Boyne’s children’s book about concentration camps is a must-read for all adults. It will stay with you for days, weeks and months afterwards, just as it should.

The Help Kathryn Stockett

This is the story of three women: Skeeter, Aibileen and Minny, and their attempts to change the social structure and confines of a segregated Mississippi in the 1960s. Young Skeeter is a white woman with a degree, but no husband. She’s also lost her maid and confidante, ‘Constantine’ and nobody can tell her where she’s gone. Aibileen is a black maid who is essentially raising a white woman’s child for her, whilst grieving for her own dead son. Meanwhile Minny is a fantastic cook but an even greater gossip.

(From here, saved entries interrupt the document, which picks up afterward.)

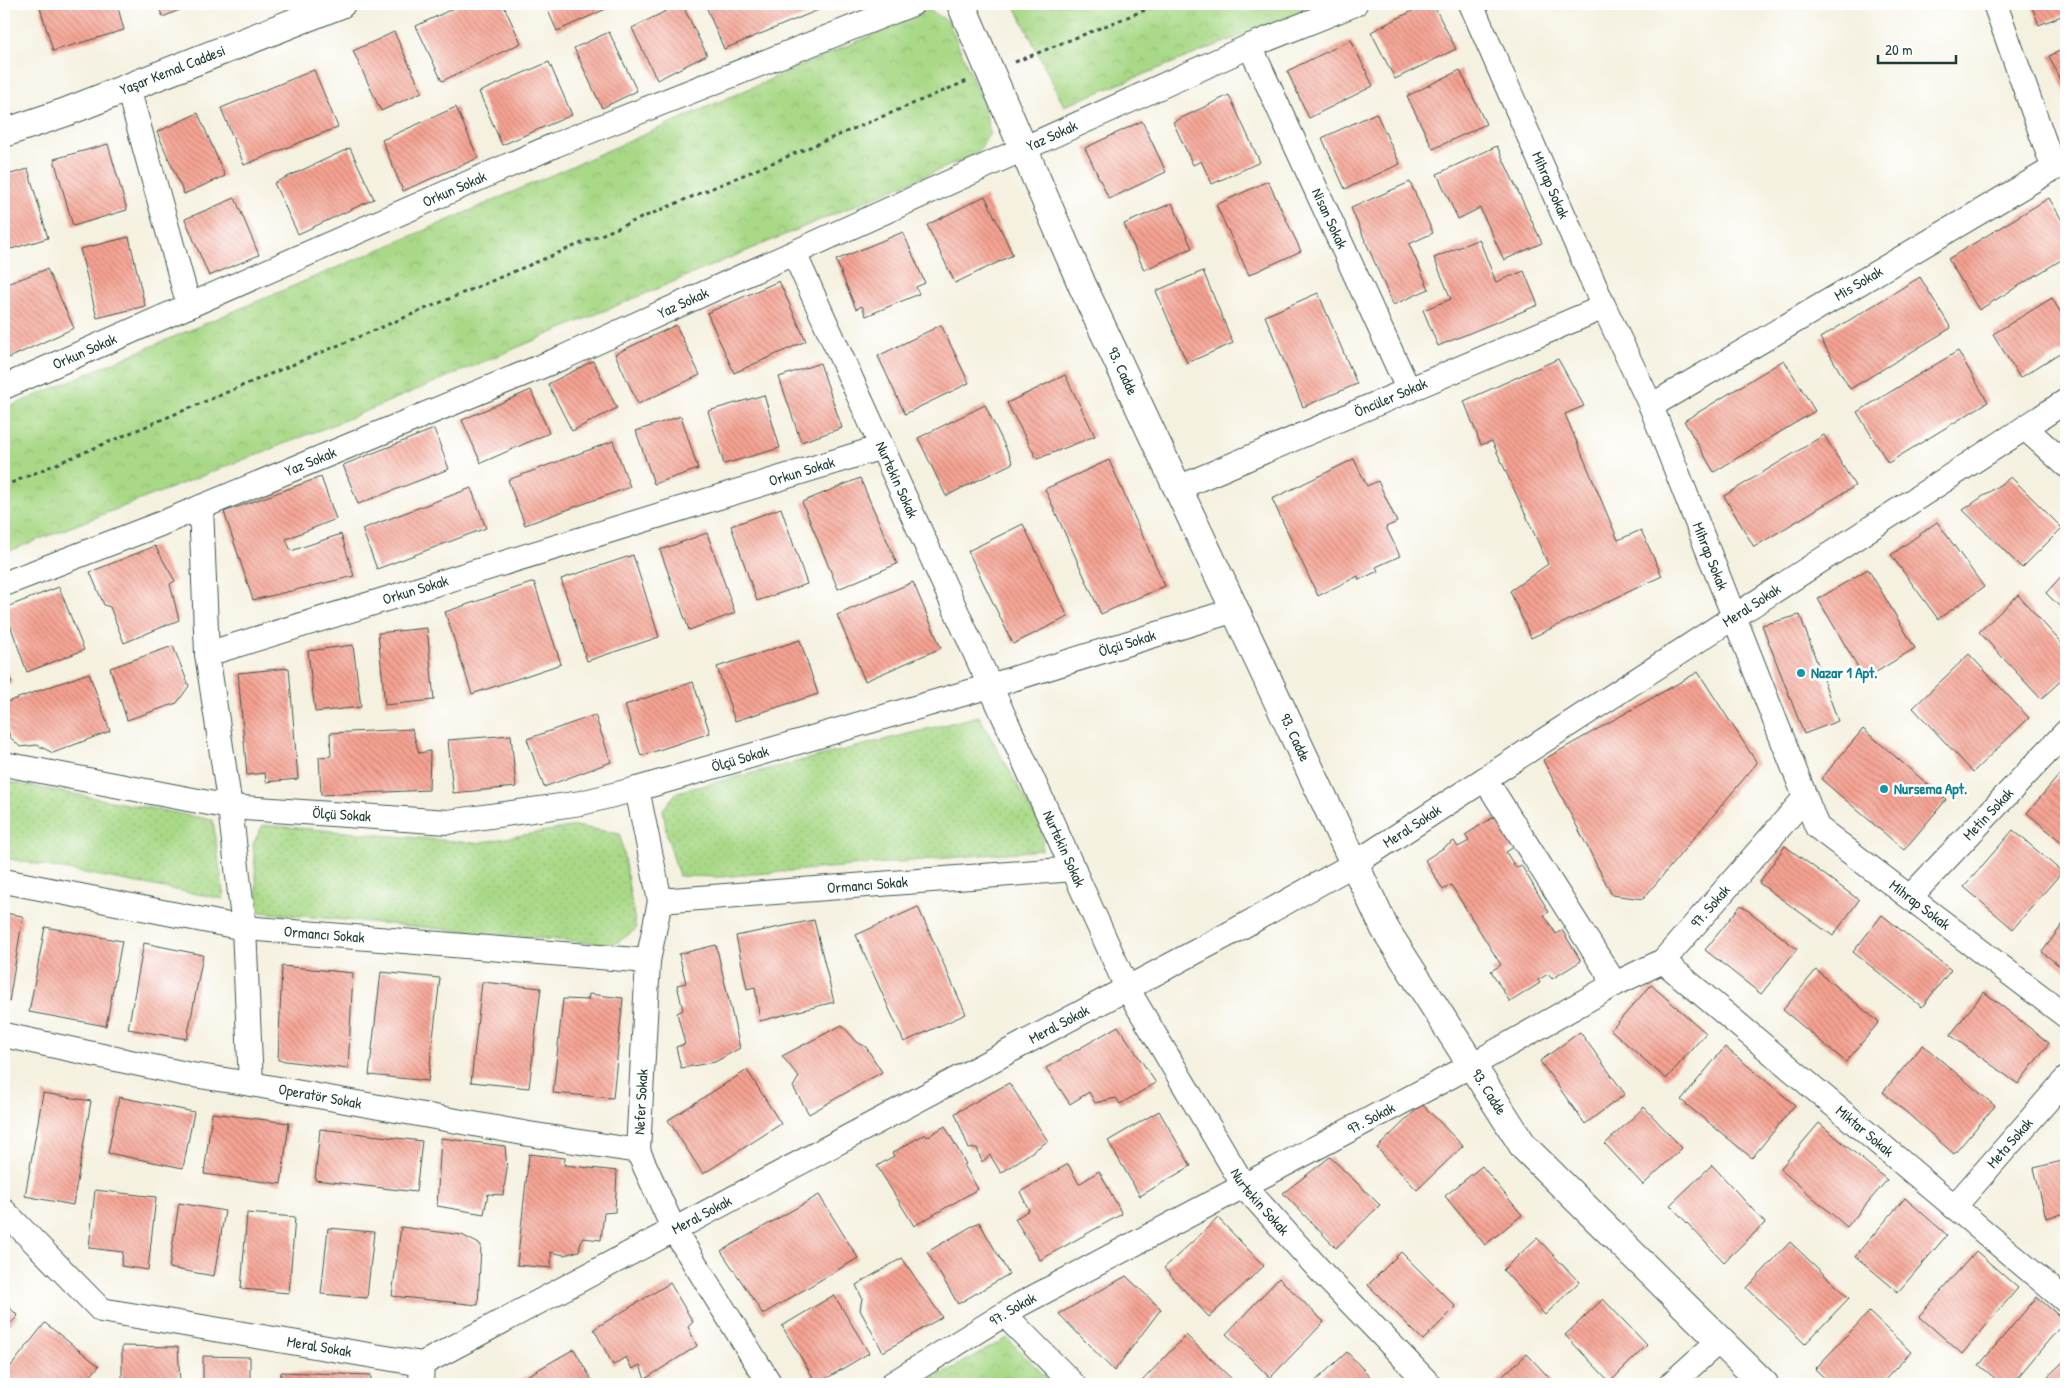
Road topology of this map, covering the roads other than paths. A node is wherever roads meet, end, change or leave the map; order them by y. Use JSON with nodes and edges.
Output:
{"nodes":[{"id":1,"x":341,"y":4,"type":"edge"},
{"id":2,"x":912,"y":4,"type":"edge"},
{"id":3,"x":961,"y":4,"type":"edge"},
{"id":4,"x":1354,"y":4,"type":"edge"},
{"id":5,"x":1471,"y":4,"type":"edge"},
{"id":6,"x":1995,"y":4,"type":"edge"},
{"id":7,"x":1250,"y":46,"type":"junction"},
{"id":8,"x":128,"y":88,"type":"junction"},
{"id":9,"x":4,"y":133,"type":"edge"},
{"id":10,"x":1024,"y":148,"type":"junction"},
{"id":11,"x":2060,"y":165,"type":"edge"},
{"id":12,"x":794,"y":253,"type":"junction"},
{"id":13,"x":189,"y":306,"type":"junction"},
{"id":14,"x":1604,"y":308,"type":"junction"},
{"id":15,"x":4,"y":387,"type":"edge"},
{"id":16,"x":1408,"y":391,"type":"junction"},
{"id":17,"x":2066,"y":401,"type":"edge"},
{"id":18,"x":1651,"y":406,"type":"junction"},
{"id":19,"x":2025,"y":428,"type":"junction"},
{"id":20,"x":882,"y":447,"type":"junction"},
{"id":21,"x":2066,"y":465,"type":"edge"},
{"id":22,"x":1178,"y":488,"type":"junction"},
{"id":23,"x":201,"y":507,"type":"junction"},
{"id":24,"x":4,"y":584,"type":"edge"},
{"id":25,"x":1235,"y":610,"type":"junction"},
{"id":26,"x":1735,"y":616,"type":"junction"},
{"id":27,"x":207,"y":654,"type":"junction"},
{"id":28,"x":990,"y":686,"type":"junction"},
{"id":29,"x":2066,"y":732,"type":"edge"},
{"id":30,"x":4,"y":764,"type":"edge"},
{"id":31,"x":1484,"y":779,"type":"junction"},
{"id":32,"x":637,"y":789,"type":"junction"},
{"id":33,"x":1805,"y":798,"type":"junction"},
{"id":34,"x":230,"y":807,"type":"junction"},
{"id":35,"x":1354,"y":864,"type":"junction"},
{"id":36,"x":1074,"y":870,"type":"junction"},
{"id":37,"x":4,"y":881,"type":"edge"},
{"id":38,"x":1910,"y":897,"type":"junction"},
{"id":39,"x":660,"y":901,"type":"junction"},
{"id":40,"x":244,"y":928,"type":"junction"},
{"id":41,"x":648,"y":961,"type":"junction"},
{"id":42,"x":1663,"y":961,"type":"junction"},
{"id":43,"x":1615,"y":984,"type":"junction"},
{"id":44,"x":1128,"y":988,"type":"junction"},
{"id":45,"x":2066,"y":1016,"type":"edge"},
{"id":46,"x":4,"y":1035,"type":"edge"},
{"id":47,"x":1472,"y":1065,"type":"junction"},
{"id":48,"x":2066,"y":1079,"type":"edge"},
{"id":49,"x":251,"y":1084,"type":"junction"},
{"id":50,"x":638,"y":1151,"type":"junction"},
{"id":51,"x":1244,"y":1186,"type":"junction"},
{"id":52,"x":1954,"y":1207,"type":"junction"},
{"id":53,"x":4,"y":1211,"type":"edge"},
{"id":54,"x":674,"y":1230,"type":"junction"},
{"id":55,"x":2066,"y":1301,"type":"edge"},
{"id":56,"x":1006,"y":1315,"type":"junction"},
{"id":57,"x":1720,"y":1340,"type":"junction"},
{"id":58,"x":421,"y":1374,"type":"edge"},
{"id":59,"x":770,"y":1384,"type":"edge"},
{"id":60,"x":892,"y":1384,"type":"edge"},
{"id":61,"x":1073,"y":1384,"type":"edge"},
{"id":62,"x":1430,"y":1384,"type":"edge"},
{"id":63,"x":1671,"y":1384,"type":"edge"},
{"id":64,"x":1764,"y":1384,"type":"edge"}],
"edges":[{"from":1,"to":8,"type":"main road","name":"Yaşar Kemal Caddesi"},
{"from":2,"to":13,"type":"street","name":"Orkun Sokak"},
{"from":3,"to":10,"type":"main road","name":"93. Cadde"},
{"from":4,"to":7,"type":"street","name":"Yaz Sokak"},
{"from":5,"to":14,"type":"street","name":"Mihrap Sokak"},
{"from":6,"to":11,"type":"street"},
{"from":7,"to":10,"type":"street","name":"Yaz Sokak"},
{"from":7,"to":16,"type":"street","name":"Nisan Sokak"},
{"from":8,"to":9,"type":"main road","name":"Yaşar Kemal Caddesi"},
{"from":8,"to":13,"type":"street"},
{"from":10,"to":12,"type":"street","name":"Yaz Sokak"},
{"from":10,"to":22,"type":"main road","name":"93. Cadde"},
{"from":11,"to":18,"type":"street","name":"Mis Sokak"},
{"from":12,"to":20,"type":"street","name":"Nurtekin Sokak"},
{"from":12,"to":23,"type":"street","name":"Yaz Sokak"},
{"from":13,"to":15,"type":"street","name":"Orkun Sokak"},
{"from":14,"to":16,"type":"street","name":"Öncüler Sokak"},
{"from":14,"to":18,"type":"street","name":"Mihrap Sokak"},
{"from":16,"to":22,"type":"street","name":"Öncüler Sokak"},
{"from":17,"to":19,"type":"street","name":"Meral Sokak"},
{"from":18,"to":26,"type":"street","name":"Mihrap Sokak"},
{"from":19,"to":21,"type":"street"},
{"from":19,"to":26,"type":"street","name":"Meral Sokak"},
{"from":20,"to":27,"type":"street","name":"Orkun Sokak"},
{"from":20,"to":28,"type":"street","name":"Nurtekin Sokak"},
{"from":22,"to":25,"type":"main road","name":"93. Cadde"},
{"from":23,"to":24,"type":"street","name":"Yaz Sokak"},
{"from":23,"to":27,"type":"street"},
{"from":25,"to":28,"type":"street","name":"Ölçü Sokak"},
{"from":25,"to":35,"type":"main road","name":"93. Cadde"},
{"from":26,"to":31,"type":"street","name":"Meral Sokak"},
{"from":26,"to":33,"type":"street","name":"Mihrap Sokak"},
{"from":27,"to":34,"type":"street"},
{"from":28,"to":32,"type":"street","name":"Ölçü Sokak"},
{"from":28,"to":36,"type":"street","name":"Nurtekin Sokak"},
{"from":29,"to":38,"type":"street","name":"Metin Sokak"},
{"from":30,"to":34,"type":"street","name":"Ölçü Sokak"},
{"from":31,"to":35,"type":"street","name":"Meral Sokak"},
{"from":31,"to":43,"type":"street"},
{"from":32,"to":34,"type":"street","name":"Ölçü Sokak"},
{"from":32,"to":39,"type":"street","name":"Nefer Sokak"},
{"from":33,"to":38,"type":"street","name":"Mihrap Sokak"},
{"from":33,"to":42,"type":"street","name":"97. Sokak"},
{"from":34,"to":40,"type":"street"},
{"from":35,"to":44,"type":"street","name":"Meral Sokak"},
{"from":35,"to":47,"type":"main road","name":"93. Cadde"},
{"from":36,"to":39,"type":"street","name":"Ormancı Sokak"},
{"from":36,"to":44,"type":"street","name":"Nurtekin Sokak"},
{"from":37,"to":40,"type":"street","name":"Ormancı Sokak"},
{"from":38,"to":45,"type":"street","name":"Mihrap Sokak"},
{"from":39,"to":41,"type":"street","name":"Nefer Sokak"},
{"from":40,"to":41,"type":"street","name":"Ormancı Sokak"},
{"from":40,"to":49,"type":"street"},
{"from":41,"to":50,"type":"street","name":"Nefer Sokak"},
{"from":42,"to":43,"type":"street","name":"97. Sokak"},
{"from":42,"to":52,"type":"street","name":"Miktar Sokak"},
{"from":43,"to":47,"type":"street","name":"97. Sokak"},
{"from":44,"to":51,"type":"street","name":"Nurtekin Sokak"},
{"from":44,"to":54,"type":"street","name":"Meral Sokak"},
{"from":46,"to":49,"type":"street","name":"Operatör Sokak"},
{"from":47,"to":51,"type":"street","name":"97. Sokak"},
{"from":47,"to":57,"type":"main road","name":"93. Cadde"},
{"from":48,"to":52,"type":"street","name":"Meta Sokak"},
{"from":49,"to":50,"type":"street","name":"Operatör Sokak"},
{"from":50,"to":54,"type":"street","name":"Nefer Sokak"},
{"from":51,"to":56,"type":"street","name":"97. Sokak"},
{"from":51,"to":62,"type":"street","name":"Nurtekin Sokak"},
{"from":52,"to":55,"type":"street","name":"Miktar Sokak"},
{"from":53,"to":58,"type":"street","name":"Meral Sokak"},
{"from":54,"to":58,"type":"street","name":"Meral Sokak"},
{"from":54,"to":59,"type":"street","name":"Nefer Sokak"},
{"from":56,"to":60,"type":"street","name":"97. Sokak"},
{"from":56,"to":61,"type":"street"},
{"from":57,"to":63,"type":"street"},
{"from":57,"to":64,"type":"main road","name":"93. Cadde"}]}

Between them, the three plan to write and publish their own stories, revealing social scandals and ‘tellin’ it like it is’. It’s brilliant, and worth reading just to hear the revelation of the ‘terrible awful’. That’s a laugh-out-loud moment in itself.

The Joy Luck Club Amy Tan

Before Carrie Bradshaw et al, four Chinese women began meeting in San Francisco to compare notes as recent immigrants. It was 1949 and they called themselves ‘The Joy Luck Club’. The women were bound together by circumstance and history, vowing to make money and a new life for themselves. It’s a complex and delicately interwoven tale of Chinese mothers and daughters, revealing secrets and lies and all striving to find a place in the modern world whilst feeling the constant tug of their past. If you’ve never read Tan before then this is a brilliant place to start.